(Beginning of Record extracts)

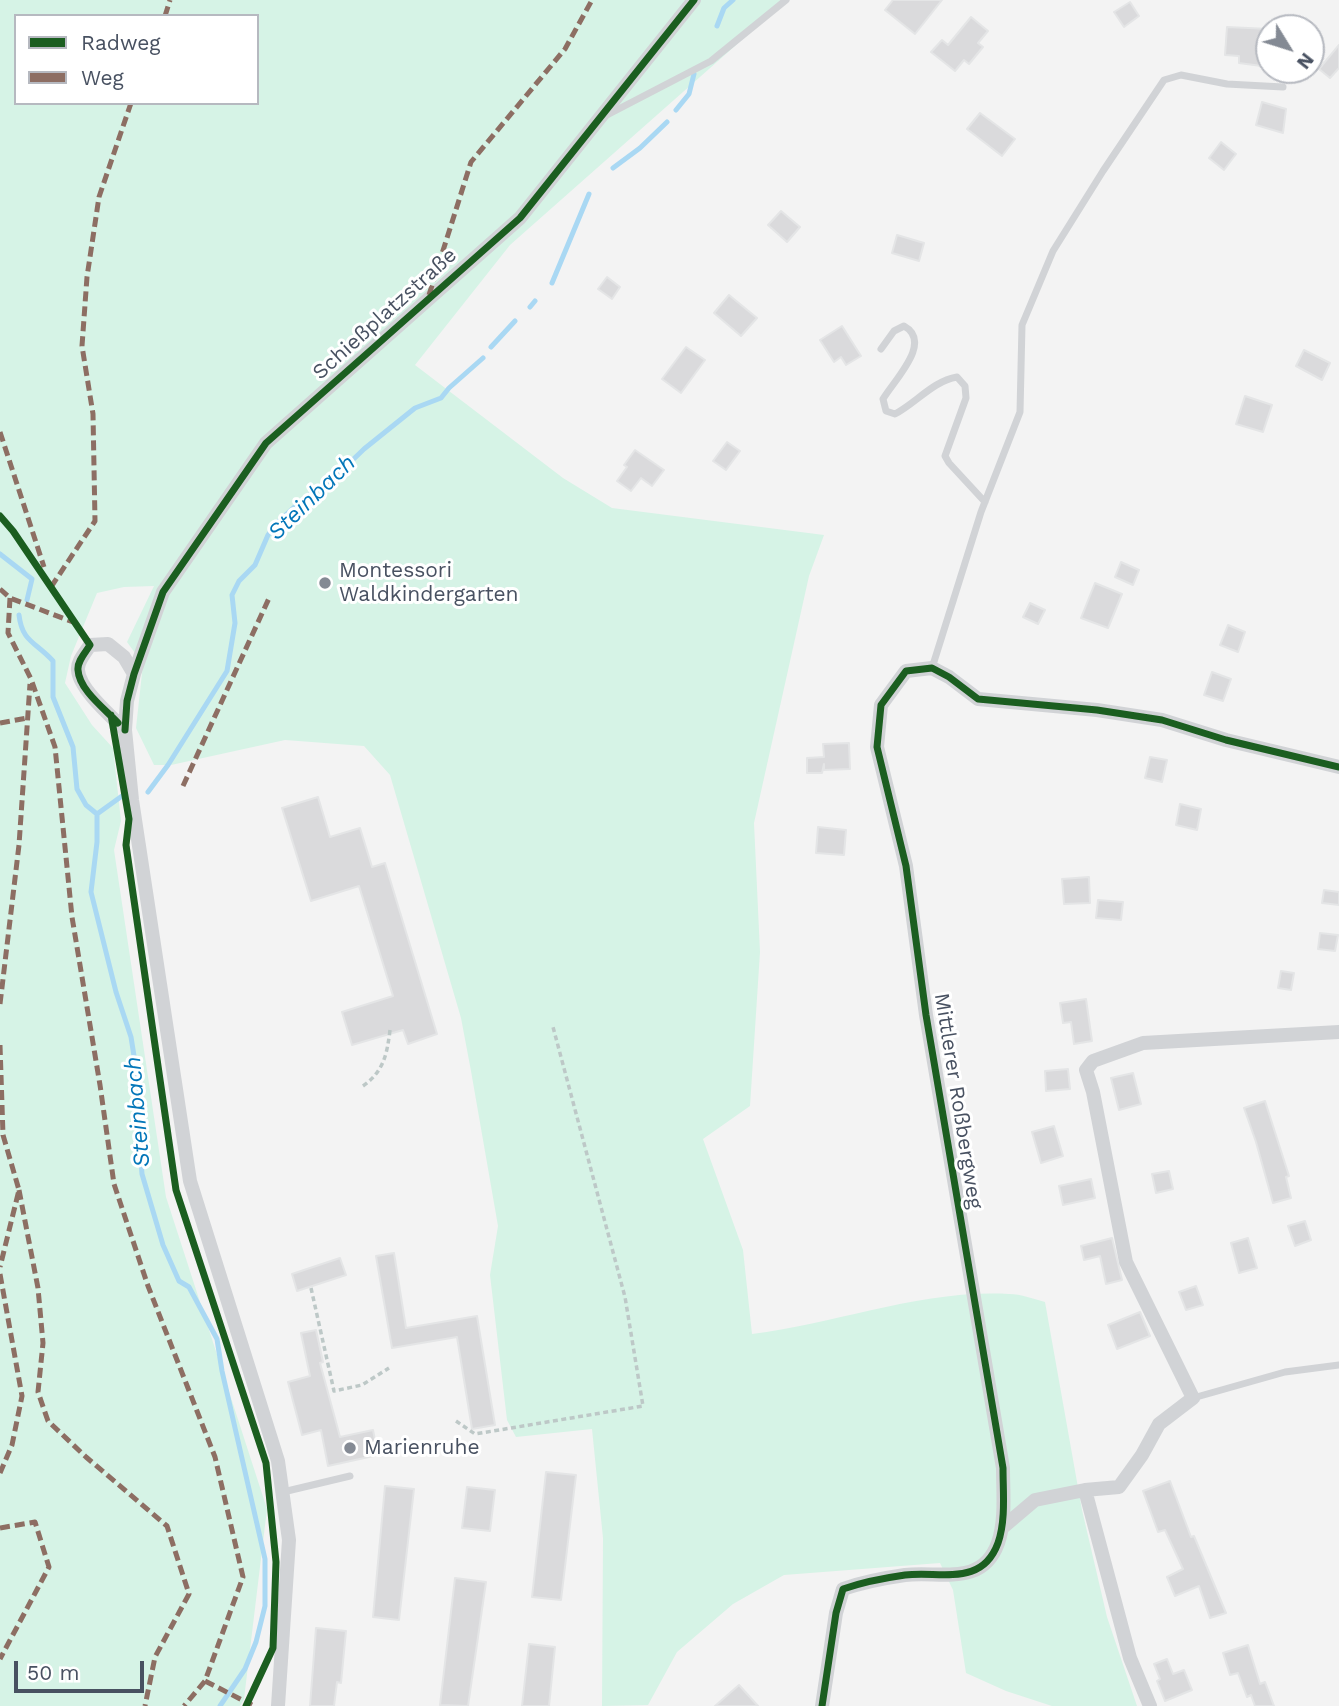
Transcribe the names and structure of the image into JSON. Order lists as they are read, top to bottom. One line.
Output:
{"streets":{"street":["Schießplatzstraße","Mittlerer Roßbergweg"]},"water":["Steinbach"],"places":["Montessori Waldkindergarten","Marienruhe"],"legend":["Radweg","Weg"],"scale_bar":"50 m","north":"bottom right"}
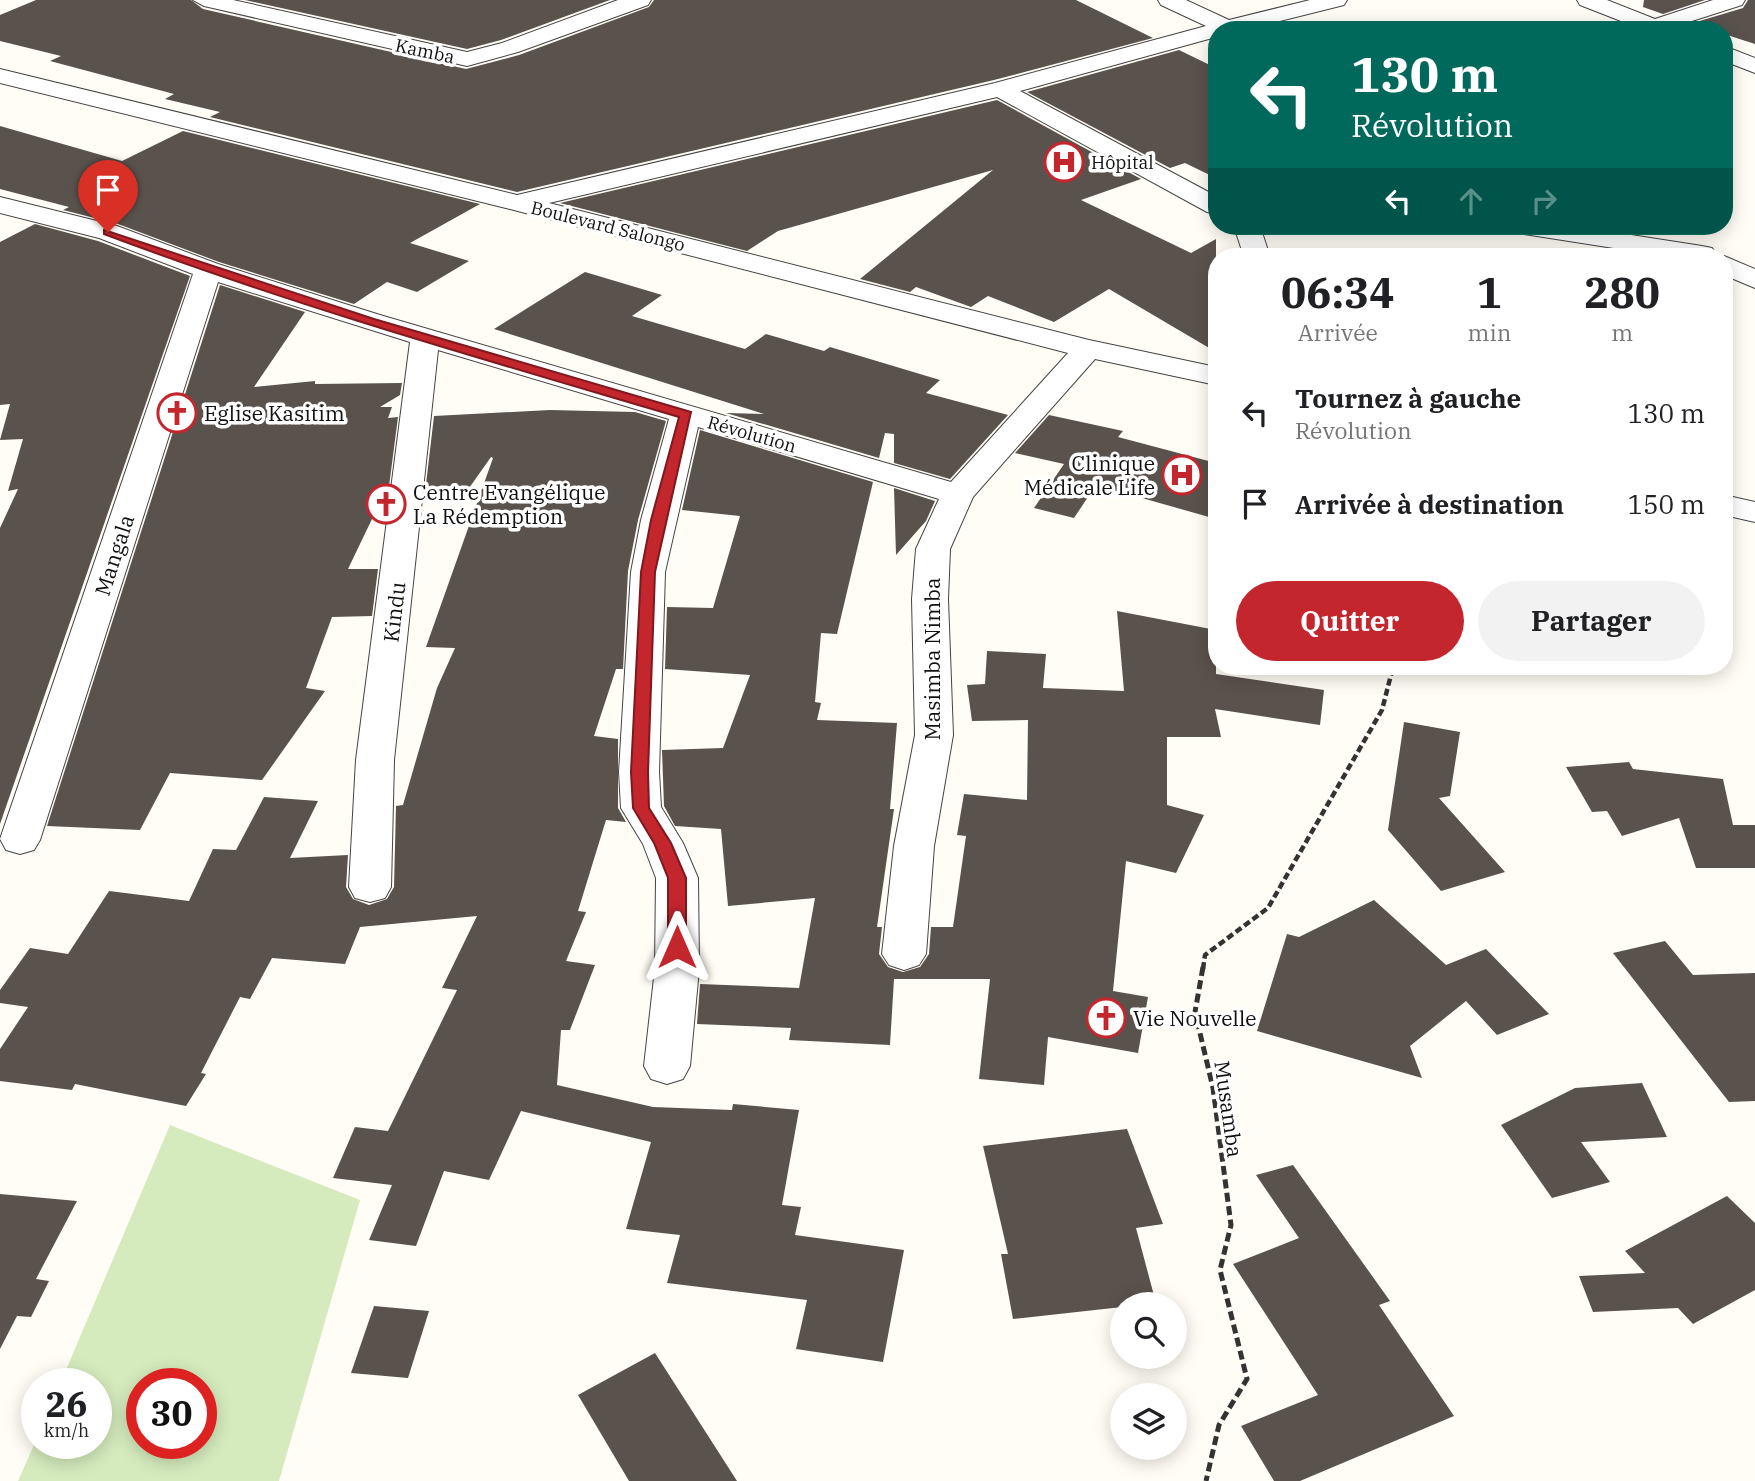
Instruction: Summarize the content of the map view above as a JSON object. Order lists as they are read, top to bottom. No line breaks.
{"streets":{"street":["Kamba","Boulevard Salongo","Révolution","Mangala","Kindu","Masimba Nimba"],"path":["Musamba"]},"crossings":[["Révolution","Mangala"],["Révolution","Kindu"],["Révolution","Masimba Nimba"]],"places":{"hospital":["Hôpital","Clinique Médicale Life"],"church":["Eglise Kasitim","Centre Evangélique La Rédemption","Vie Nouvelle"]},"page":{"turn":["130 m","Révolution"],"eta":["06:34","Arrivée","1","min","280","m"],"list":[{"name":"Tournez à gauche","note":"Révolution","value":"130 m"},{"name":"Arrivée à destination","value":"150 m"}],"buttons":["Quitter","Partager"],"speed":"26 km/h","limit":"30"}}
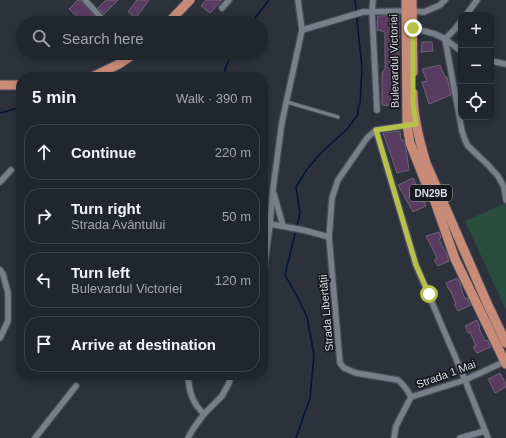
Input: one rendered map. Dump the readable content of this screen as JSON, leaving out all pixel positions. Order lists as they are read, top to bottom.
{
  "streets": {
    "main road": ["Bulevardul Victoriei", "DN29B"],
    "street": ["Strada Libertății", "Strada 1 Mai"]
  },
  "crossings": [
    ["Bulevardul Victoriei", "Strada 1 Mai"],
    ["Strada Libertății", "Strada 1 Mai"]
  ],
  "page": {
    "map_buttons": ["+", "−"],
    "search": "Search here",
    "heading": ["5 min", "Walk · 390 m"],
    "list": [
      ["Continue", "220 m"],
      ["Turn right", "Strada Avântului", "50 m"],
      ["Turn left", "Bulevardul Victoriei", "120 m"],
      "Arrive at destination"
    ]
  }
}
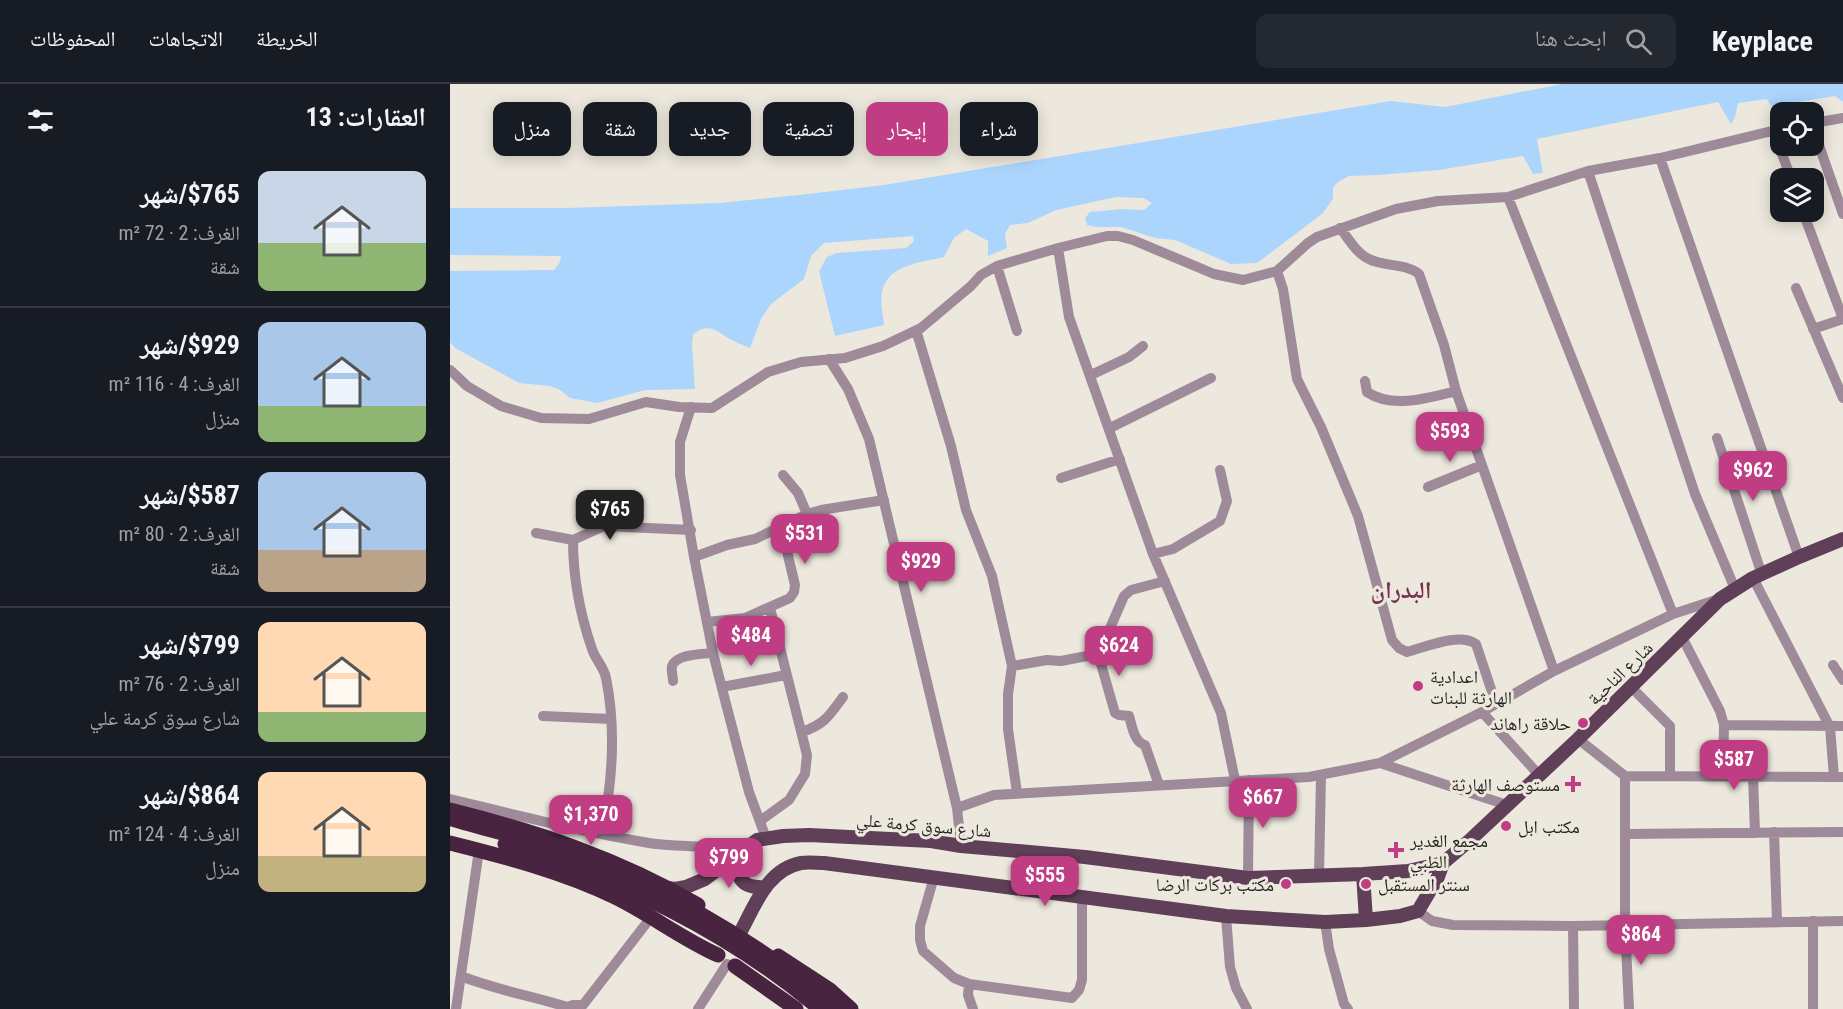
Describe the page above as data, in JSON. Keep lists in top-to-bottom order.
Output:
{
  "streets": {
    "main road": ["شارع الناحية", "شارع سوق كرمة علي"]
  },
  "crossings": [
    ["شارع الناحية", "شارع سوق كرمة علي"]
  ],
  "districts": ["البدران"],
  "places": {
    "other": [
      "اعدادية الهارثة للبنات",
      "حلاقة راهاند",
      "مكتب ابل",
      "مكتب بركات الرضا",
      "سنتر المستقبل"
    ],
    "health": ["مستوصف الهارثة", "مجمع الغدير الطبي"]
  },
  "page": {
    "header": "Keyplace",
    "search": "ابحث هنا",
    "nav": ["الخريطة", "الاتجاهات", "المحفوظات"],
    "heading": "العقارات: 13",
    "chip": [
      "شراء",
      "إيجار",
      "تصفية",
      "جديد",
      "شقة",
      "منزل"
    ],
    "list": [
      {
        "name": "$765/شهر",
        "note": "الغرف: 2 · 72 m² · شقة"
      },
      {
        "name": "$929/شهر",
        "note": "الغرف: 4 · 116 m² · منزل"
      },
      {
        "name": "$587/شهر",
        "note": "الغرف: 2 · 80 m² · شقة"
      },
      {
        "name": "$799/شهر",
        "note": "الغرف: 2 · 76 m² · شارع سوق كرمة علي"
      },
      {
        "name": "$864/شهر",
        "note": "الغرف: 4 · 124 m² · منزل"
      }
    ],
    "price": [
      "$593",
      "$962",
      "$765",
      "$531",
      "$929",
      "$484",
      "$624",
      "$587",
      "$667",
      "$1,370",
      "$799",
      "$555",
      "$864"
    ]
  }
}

(End of Record extracts)

_Exercise objective_.
Give the lines of the entries above exactly as they appear, leaving out each picture.

_Result of the task_.
Transcribe the names and structure of the image into JSON. Order lists as they are read, top to bottom. One line.
Output:
{"streets":{"street":["Schießplatzstraße","Mittlerer Roßbergweg"]},"water":["Steinbach"],"places":["Montessori Waldkindergarten","Marienruhe"],"legend":["Radweg","Weg"],"scale_bar":"50 m","north":"bottom right"}
Instruction: Summarize the content of the map view above as a JSON object. Order lists as they are read, top to bottom. No line breaks.
{"streets":{"street":["Kamba","Boulevard Salongo","Révolution","Mangala","Kindu","Masimba Nimba"],"path":["Musamba"]},"crossings":[["Révolution","Mangala"],["Révolution","Kindu"],["Révolution","Masimba Nimba"]],"places":{"hospital":["Hôpital","Clinique Médicale Life"],"church":["Eglise Kasitim","Centre Evangélique La Rédemption","Vie Nouvelle"]},"page":{"turn":["130 m","Révolution"],"eta":["06:34","Arrivée","1","min","280","m"],"list":[{"name":"Tournez à gauche","note":"Révolution","value":"130 m"},{"name":"Arrivée à destination","value":"150 m"}],"buttons":["Quitter","Partager"],"speed":"26 km/h","limit":"30"}}
Input: one rendered map. Dump the readable content of this screen as JSON, leaving out all pixel positions. Order lists as they are read, top to bottom.
{
  "streets": {
    "main road": ["Bulevardul Victoriei", "DN29B"],
    "street": ["Strada Libertății", "Strada 1 Mai"]
  },
  "crossings": [
    ["Bulevardul Victoriei", "Strada 1 Mai"],
    ["Strada Libertății", "Strada 1 Mai"]
  ],
  "page": {
    "map_buttons": ["+", "−"],
    "search": "Search here",
    "heading": ["5 min", "Walk · 390 m"],
    "list": [
      ["Continue", "220 m"],
      ["Turn right", "Strada Avântului", "50 m"],
      ["Turn left", "Bulevardul Victoriei", "120 m"],
      "Arrive at destination"
    ]
  }
}
Describe the page above as data, in JSON. Keep lists in top-to-bottom order.
Output:
{
  "streets": {
    "main road": ["شارع الناحية", "شارع سوق كرمة علي"]
  },
  "crossings": [
    ["شارع الناحية", "شارع سوق كرمة علي"]
  ],
  "districts": ["البدران"],
  "places": {
    "other": [
      "اعدادية الهارثة للبنات",
      "حلاقة راهاند",
      "مكتب ابل",
      "مكتب بركات الرضا",
      "سنتر المستقبل"
    ],
    "health": ["مستوصف الهارثة", "مجمع الغدير الطبي"]
  },
  "page": {
    "header": "Keyplace",
    "search": "ابحث هنا",
    "nav": ["الخريطة", "الاتجاهات", "المحفوظات"],
    "heading": "العقارات: 13",
    "chip": [
      "شراء",
      "إيجار",
      "تصفية",
      "جديد",
      "شقة",
      "منزل"
    ],
    "list": [
      {
        "name": "$765/شهر",
        "note": "الغرف: 2 · 72 m² · شقة"
      },
      {
        "name": "$929/شهر",
        "note": "الغرف: 4 · 116 m² · منزل"
      },
      {
        "name": "$587/شهر",
        "note": "الغرف: 2 · 80 m² · شقة"
      },
      {
        "name": "$799/شهر",
        "note": "الغرف: 2 · 76 m² · شارع سوق كرمة علي"
      },
      {
        "name": "$864/شهر",
        "note": "الغرف: 4 · 124 m² · منزل"
      }
    ],
    "price": [
      "$593",
      "$962",
      "$765",
      "$531",
      "$929",
      "$484",
      "$624",
      "$587",
      "$667",
      "$1,370",
      "$799",
      "$555",
      "$864"
    ]
  }
}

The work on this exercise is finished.